The thing is, try as we all might, the climate catastrophe is upon us and there are larger factors at play that will determine the course of the planet.
In July, Canada saw heatwaves that killed hundreds of people, many without air-conditioning in their homes as a result of Canada’s naturally cooler climate. Temperatures soared to past 45°C, previously unheard of in Canada.
As August ticked around this year, scientists spotted warning signs of a potential collapse of the Gulf Stream, which would be a critical tipping point in the climate catastrophe. Yet, with less than a decade to heal our ravaged planet, global leaders are still happy to let poor people and people of colour die. Planting a few trees will do precious little to offset the damage of state and federal governments that continue to bolster and fund mining conglomerates and the fossil fuel industry. Planting a few trees will not help the land forget the terraformation begun by European colonisers, who brought invasive flora and fauna that ripped through the delicate balance of ecosystems across the continent.
It would be remiss to lament the debilitating heat of Western Sydney summers without attributing the searing heat to the colonisation of the landscape.
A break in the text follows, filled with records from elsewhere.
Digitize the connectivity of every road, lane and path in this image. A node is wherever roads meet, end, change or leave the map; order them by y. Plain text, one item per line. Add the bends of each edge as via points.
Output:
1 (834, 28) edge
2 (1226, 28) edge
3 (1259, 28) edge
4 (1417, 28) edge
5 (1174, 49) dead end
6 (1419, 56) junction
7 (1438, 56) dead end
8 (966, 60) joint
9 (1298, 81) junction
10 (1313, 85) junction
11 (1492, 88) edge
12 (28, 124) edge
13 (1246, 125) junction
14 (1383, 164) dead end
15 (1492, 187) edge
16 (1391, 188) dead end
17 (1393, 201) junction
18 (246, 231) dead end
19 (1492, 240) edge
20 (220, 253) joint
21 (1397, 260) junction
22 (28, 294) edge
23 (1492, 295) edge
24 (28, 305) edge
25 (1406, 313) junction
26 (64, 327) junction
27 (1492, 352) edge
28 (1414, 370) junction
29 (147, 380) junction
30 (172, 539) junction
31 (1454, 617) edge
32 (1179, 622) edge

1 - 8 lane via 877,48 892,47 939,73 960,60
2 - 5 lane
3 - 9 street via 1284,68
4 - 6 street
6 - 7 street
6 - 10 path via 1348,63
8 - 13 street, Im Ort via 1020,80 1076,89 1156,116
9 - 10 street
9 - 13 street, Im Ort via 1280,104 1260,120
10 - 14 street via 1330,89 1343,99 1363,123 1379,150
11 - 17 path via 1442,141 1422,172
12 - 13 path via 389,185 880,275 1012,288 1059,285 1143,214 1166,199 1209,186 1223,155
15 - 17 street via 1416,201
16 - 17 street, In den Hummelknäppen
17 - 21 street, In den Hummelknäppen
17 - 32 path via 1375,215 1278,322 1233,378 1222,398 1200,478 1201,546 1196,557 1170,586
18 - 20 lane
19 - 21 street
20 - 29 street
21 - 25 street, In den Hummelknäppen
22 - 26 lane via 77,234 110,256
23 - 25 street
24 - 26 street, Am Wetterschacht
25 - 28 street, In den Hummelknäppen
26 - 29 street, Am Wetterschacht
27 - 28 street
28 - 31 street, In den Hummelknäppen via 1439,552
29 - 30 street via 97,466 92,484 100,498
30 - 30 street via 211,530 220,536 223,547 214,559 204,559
Signs of colonial terraforming can be seen everywhere, if you care to look. Consider the mundanity of the monoculture lawn, imported by colonisers as a symbol of wealth and superiority, carving out pockets of curated nature that are ill-fitting of native ecosystems. Consider the lonely ibis that digs through bins, dispossessed of its natural wetlands.
Colonial ignorance and hubris are to blame for the climate crisis that we are faced with today; colonisers who thought they knew best when they brought invasive flora and fauna and sought to wipe out complex systems of knowledge and agricultural wisdom that had seen the land thrive for millennia under the custodianship of Aboriginal peoples. Two centuries after invasion, decolonisation is our only hope. First Nations leadership is critical if we are to have any hope of saving our planet.
Even today, I cannot find the words to express how terrified I am of what another decade of catastrophic climate policy could mean for Western Sydney. The sheer scale of the urban heat threat is unlike anything we have ever seen before. Despite the growing problem of urban heat management, a symptom of government negligence and global inaction against the climate crisis, the NSW State Government is aiming to move another million residents to Western Sydney in the next 20 years. But what kind of future will be lying in wait?
Western Sydney is my home. It is the beating heart of two and a half million working-class people, immigrants and First Nations people, and we will not let it go gently into the night.